The NPD’s prospects for the 2017 election are grim – especially here in Berlin, where the party was disqualified from the all-vital “second vote” for preferred parties on a technicality: they submitted their candidates a month too early. “A tough blow. We’ve lost 10,000 NPD party-preferred second votes in Hellersdorf alone,” says Voigt.

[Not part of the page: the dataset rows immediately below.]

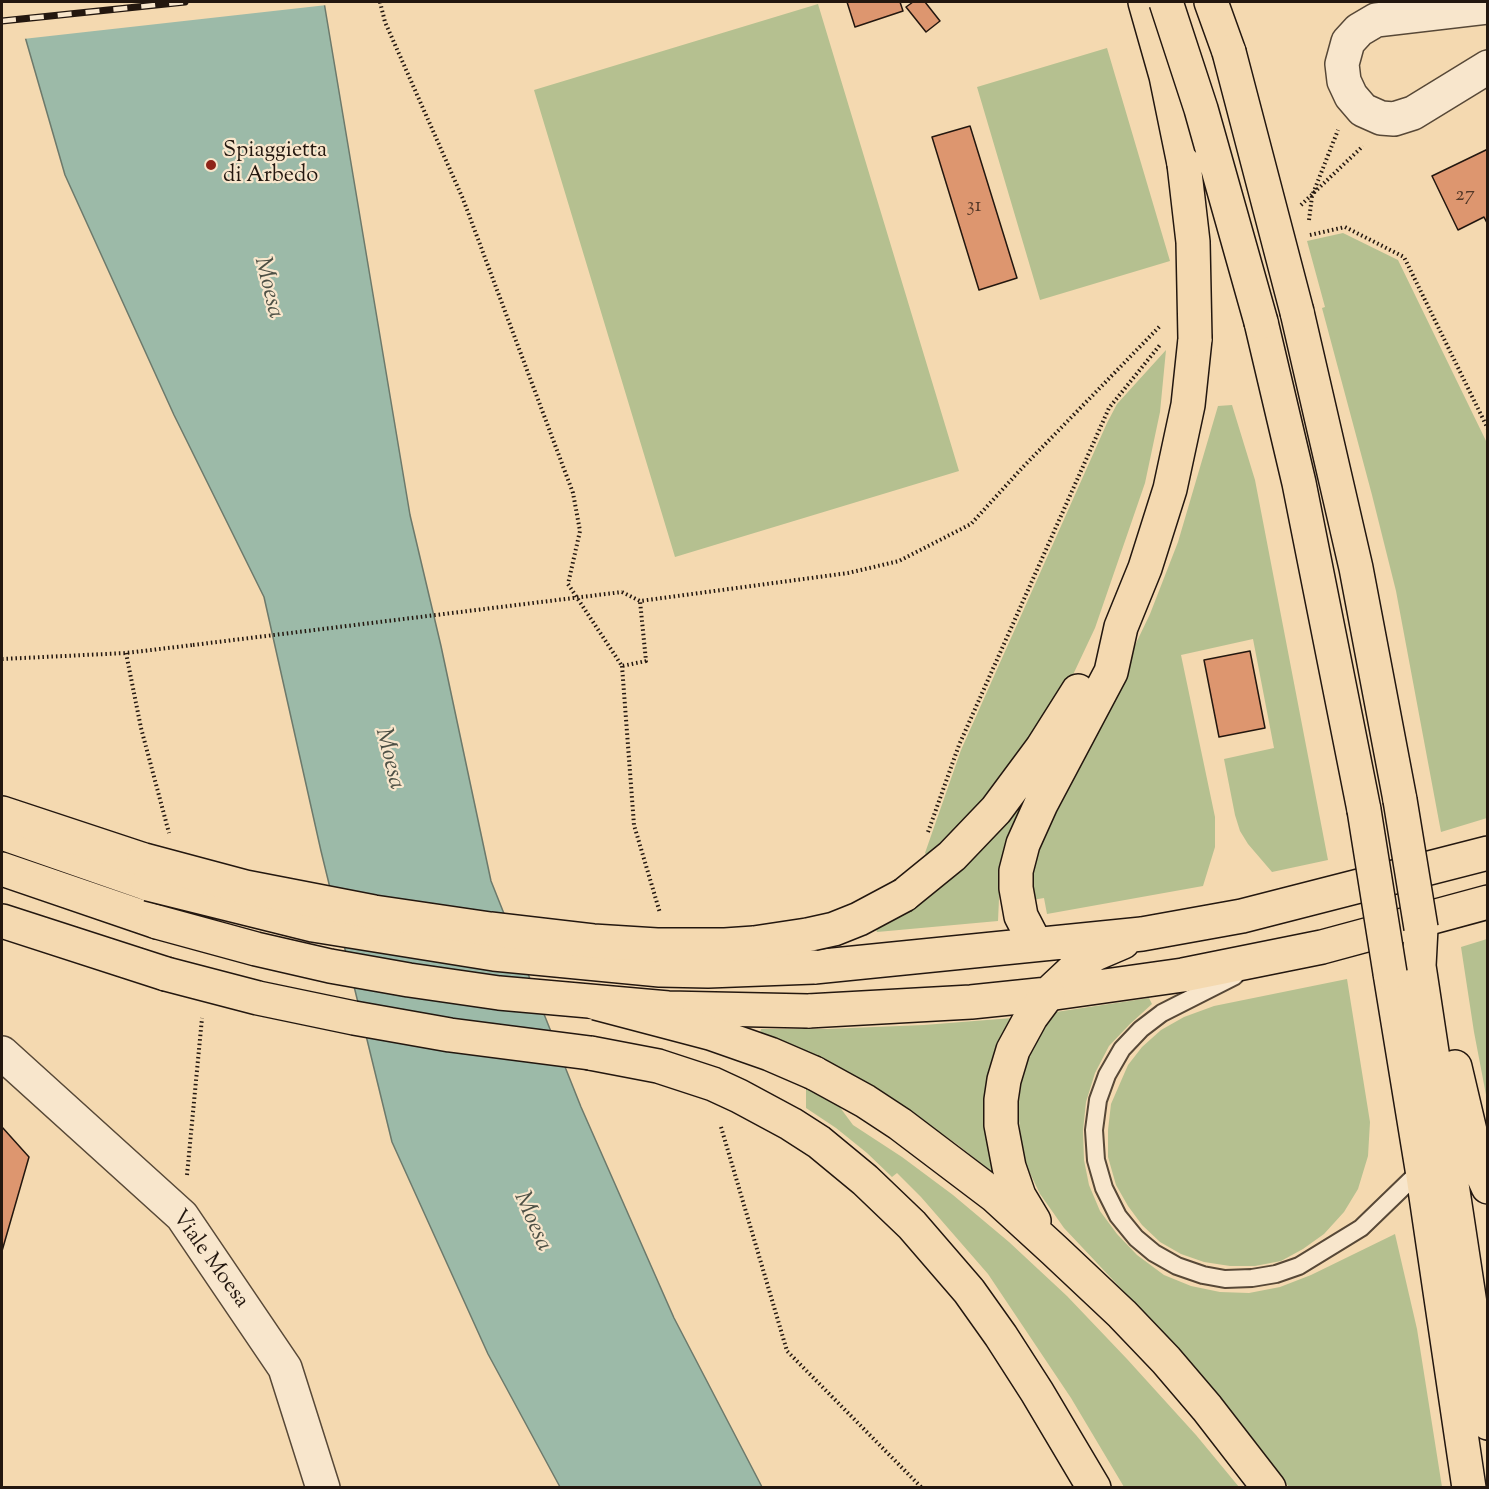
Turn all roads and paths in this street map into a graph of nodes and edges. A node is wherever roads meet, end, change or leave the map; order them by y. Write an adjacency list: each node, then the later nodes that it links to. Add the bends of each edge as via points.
1 (380, 2): 16 (path, via 385,22 463,199 573,493 580,531 568,584)
2 (1145, 2): 14 (main road, bridge, via 1166,76 1184,164 1193,242 1195,339 1188,405 1170,489)
3 (1166, 2): 29 (main road, bridge, via 1261,322 1302,495 1364,810)
4 (1211, 2): 29 (main road, bridge, via 1229,52 1297,312 1356,567 1422,928)
5 (1488, 8): 7 (street, via 1376,20 1359,30 1348,42 1342,64)
6 (1488, 67): 7 (street, via 1413,113 1394,119 1363,110)
7 (1351, 96): 9 (path)
8 (1371, 141): 9 (path)
9 (1312, 196): 12 (path, via 1307,235 1345,227 1404,257)
10 (1152, 332): 13 (path, via 971,524 899,561 848,573)
11 (1161, 344): 19 (path, via 1109,408 959,745)
12 (1488, 429)
13 (640, 600): 15 (path, bridge, via 622,592 126,653); 16 (path, via 646,661)
14 (1121, 627): 22 (main road, bridge, via 1018,783 952,856 904,895 834,929 735,944 593,941 374,912); 27 (main road, via 1111,672 1023,844 1016,870 1018,903)
15 (2, 659)
16 (622, 666): 25 (path, via 634,825)
17 (2, 813): 22 (main road)
18 (2, 833): 22 (main road)
19 (925, 842)
20 (1488, 853): 26 (main road, via 1242,916)
21 (2, 869): 31 (main road, bridge, via 157,922 256,949 386,976)
22 (146, 872): 27 (main road, bridge, via 313,925 494,954 660,970 814,967)
23 (1488, 902): 28 (main road)
24 (2, 921): 40 (main road, bridge, via 166,974 258,998 450,1035 658,1066 730,1092 819,1142 912,1224 975,1300 1037,1392)
25 (663, 923)
26 (1142, 934): 27 (main road); 30 (main road, via 1095,954)
27 (1035, 943): 30 (main road, via 1051,959)
28 (1265, 960): 30 (main road, via 1107,986); 34 (lane, via 1162,1013 1122,1049 1107,1075 1098,1100 1095,1150 1104,1188 1118,1216 1136,1238 1177,1266 1225,1279 1252,1278 1299,1266 1325,1252 1360,1228)
29 (1416, 967): 34 (main road); 35 (main road, via 1455,1066 1478,1165); 37 (main road)
30 (1058, 984): 31 (main road, bridge, via 918,1006 808,1011); 36 (main road, via 1031,1017 1011,1057 1001,1100 1004,1147 1016,1190)
31 (596, 1003): 36 (main road, bridge, via 710,1034 814,1073 900,1124 996,1196)
32 (2, 1053): 38 (street, Viale Moesa, via 182,1216 285,1368)
33 (721, 1127): 39 (path, via 787,1351)
34 (1422, 1169): 42 (main road)
35 (1488, 1187)
36 (1054, 1250): 41 (main road, via 1166,1360)
37 (1488, 1423)
38 (323, 1488)
39 (922, 1488)
40 (1094, 1488)
41 (1269, 1488)
42 (1469, 1488)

NPD direct candidates will still appear on ballots in Lichtenberg and Marzahn-Hellersdorf, however, meaning you’ll see their posters on the streets of those far-eastern boroughs. Alongside Luther and Bach, one placard depicts a blonde-haired, blue-eyed woman refusing an advance with the provocative slogan: “Hands off, Nafri!” The slur refers to North Africans – a favourite scapegoat of far-right groups since the 2016 New Year’s Eve events in Cologne, and one of the party’s prime targets this year. “Seventy to 100 million Africans are expected to flood Europe in the near future. Germany’s patriotic star will rise again to put a stop to this multikulti madness,” says Voigt. Overall, the former chairman’s mood is upbeat. He is optimistic that the “vacuum cleaner effect” of the Alternative für Deutschland (AfD) on the NPD’s support base won’t last, pointing out that the AfD’s cracks are beginning to show. Frauke Petry’s denunciation of Thuringia deputy leader Björn Höcke for his Holocaust comments (and writing in praise of the NPD under a pseudonym) split the populist party wide open along Germany’s far-right fault line. Voigt predicts that as the AfD collapses, NPD members will march into the Bundestag in his lifetime. “There is only one alternative for Germany – the NPD.”